High School bleachers will be replaced for $815,000, which Lane said is “a huge project and long overdue.”  Some projects will be carried over to next year, such as the middle and high school STEM project. The tax impact will be a 1.32% increase for the fiscal year, from July to1 to June 30 and 1.68% for the calendar year.  A public forum is scheduled for 7 p.m.
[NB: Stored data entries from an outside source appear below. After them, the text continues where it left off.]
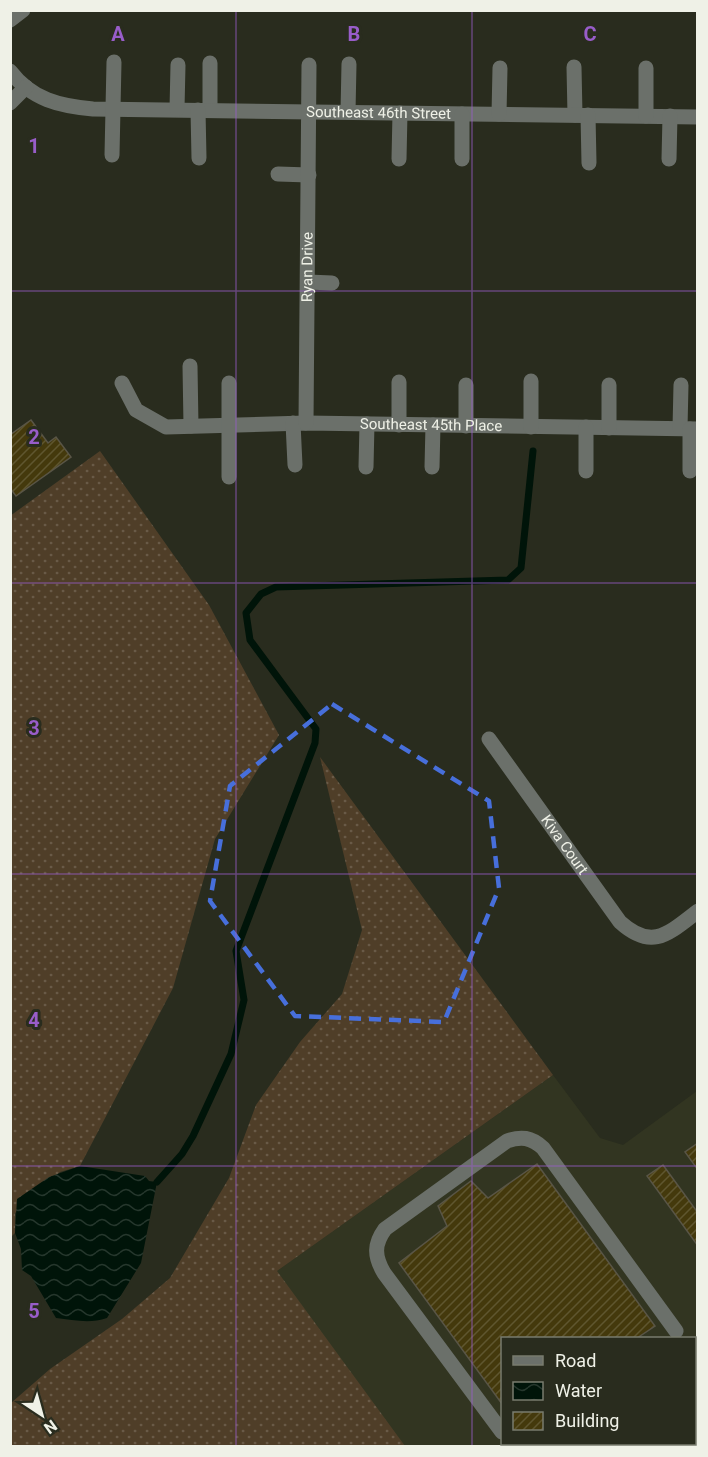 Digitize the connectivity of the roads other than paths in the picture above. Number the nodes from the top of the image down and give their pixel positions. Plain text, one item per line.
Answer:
1 (23, 10) edge
2 (10, 20) edge
3 (114, 62) dead end
4 (210, 63) dead end
5 (349, 64) dead end
6 (178, 65) dead end
7 (309, 65) dead end
8 (574, 67) dead end
9 (500, 68) dead end
10 (646, 68) dead end
11 (10, 72) edge
12 (26, 87) junction
13 (10, 103) edge
14 (112, 109) junction
15 (177, 109) junction
16 (204, 110) junction
17 (309, 112) junction
18 (348, 112) junction
19 (400, 113) junction
20 (462, 114) junction
21 (499, 114) junction
22 (581, 115) junction
23 (646, 116) junction
24 (670, 116) junction
25 (698, 117) edge
26 (112, 155) dead end
27 (199, 158) dead end
28 (399, 159) dead end
29 (462, 159) dead end
30 (669, 159) dead end
31 (589, 163) dead end
32 (278, 174) dead end
33 (309, 175) junction
34 (309, 282) junction
35 (332, 283) dead end
36 (190, 366) dead end
37 (531, 381) dead end
38 (399, 382) dead end
39 (122, 383) dead end
40 (229, 383) dead end
41 (466, 385) dead end
42 (609, 385) dead end
43 (681, 385) dead end
44 (300, 423) junction
45 (229, 424) junction
46 (367, 424) junction
47 (399, 424) junction
48 (433, 425) junction
49 (191, 426) junction
50 (465, 426) junction
51 (531, 427) junction
52 (586, 427) junction
53 (609, 428) junction
54 (689, 429) edge
55 (295, 465) dead end
56 (432, 466) dead end
57 (366, 467) dead end
58 (586, 471) dead end
59 (690, 471) dead end
60 (229, 477) dead end
61 (489, 739) dead end
62 (698, 911) edge
63 (676, 1331) dead end
64 (501, 1431) edge

1 - 2 street
3 - 14 street
4 - 16 street
5 - 18 street
6 - 15 street
7 - 17 street, Ryan Drive
8 - 22 street
9 - 21 street
10 - 23 street
11 - 12 street
12 - 13 street
12 - 14 street, Southeast 46th Street
14 - 15 street, Southeast 46th Street
14 - 26 street
15 - 16 street, Southeast 46th Street
16 - 17 street, Southeast 46th Street
16 - 27 street
17 - 18 street, Southeast 46th Street
17 - 33 street, Ryan Drive
18 - 19 street, Southeast 46th Street
19 - 20 street, Southeast 46th Street
19 - 28 street
20 - 21 street, Southeast 46th Street
20 - 29 street
21 - 22 street, Southeast 46th Street
22 - 23 street, Southeast 46th Street
22 - 31 street
23 - 24 street, Southeast 46th Street
24 - 25 street, Southeast 46th Street
24 - 30 street
32 - 33 street
33 - 34 street, Ryan Drive
34 - 35 street
34 - 44 street, Ryan Drive
36 - 49 street
37 - 51 street
38 - 47 street
39 - 49 street, Southeast 45th Place
40 - 45 street
41 - 50 street
42 - 53 street
43 - 54 street
44 - 45 street, Southeast 45th Place
44 - 46 street, Southeast 45th Place
44 - 55 street, Ryan Drive
45 - 49 street, Southeast 45th Place
45 - 60 street
46 - 47 street, Southeast 45th Place
46 - 57 street
47 - 48 street, Southeast 45th Place
48 - 50 street, Southeast 45th Place
48 - 56 street
50 - 51 street, Southeast 45th Place
51 - 52 street, Southeast 45th Place
52 - 53 street, Southeast 45th Place
52 - 58 street
53 - 54 street, Southeast 45th Place
54 - 59 street
61 - 62 street, Kiva Court
63 - 64 street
Tuesday, April 19, in the high school media center.  Budget presentation slides will be available on the district’s website.

Sixth grade social studies teacher Stephen Finkelstein asked about the STEM program and questioned whether there were enough teachers for the facility. “There’s only one STEM teacher,” he said. “We used to have professionals in that area,” referring to the broader curriculum.  He was concerned, he said, that there are two guidance counselors for 640 high school students and three physical education teachers for the  high school.  Several board members responded that the STEM   project is covered by teachers in the system and that the planned facility could only hold one teacher at a time. Budget considerations are another constraint in terms of adding more faculty members, one board member said.
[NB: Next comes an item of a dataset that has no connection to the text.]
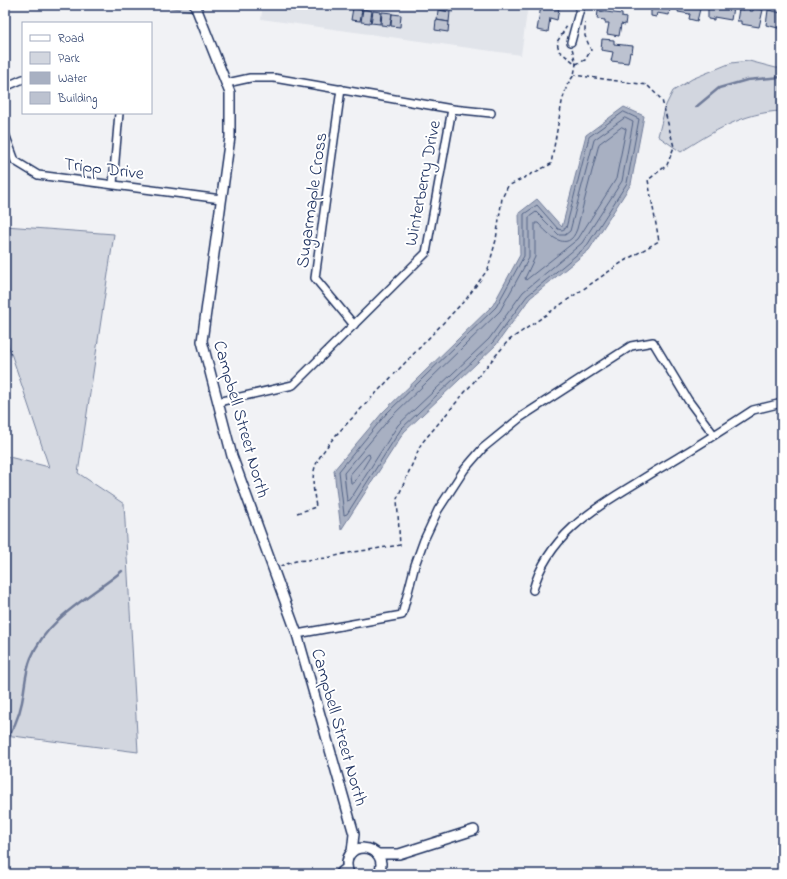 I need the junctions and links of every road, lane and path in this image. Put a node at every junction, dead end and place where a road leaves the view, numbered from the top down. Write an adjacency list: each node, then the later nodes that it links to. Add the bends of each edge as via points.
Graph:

A Greenwood Avenue resident brought up the lockdown at Madison Junior School last Thursday because of a drug situation. He said “three kids were taken out and there were armed personnel.” Parents were not informed of the incident until Friday, he said, adding there was “obfuscation and misdirection on a very serious issue.” Superintendent Noonan said the drug policy is on the website and “we take the situation seriously.” There are drug screenings, investigations, consequences and counseling.  He said that the administration didn’t know initially what the situation would be, what happened and what didn’t happen. Board member Debra Coen said she heard two different stories from two students.  “It took until Friday afternoon to get the letter out,” she said.  Noonan said he would follow up with the principal regarding the parent’s letter.  Board member Johanna Habib said the May Board of Education meeting will include a drug and alcohol abuse presentation.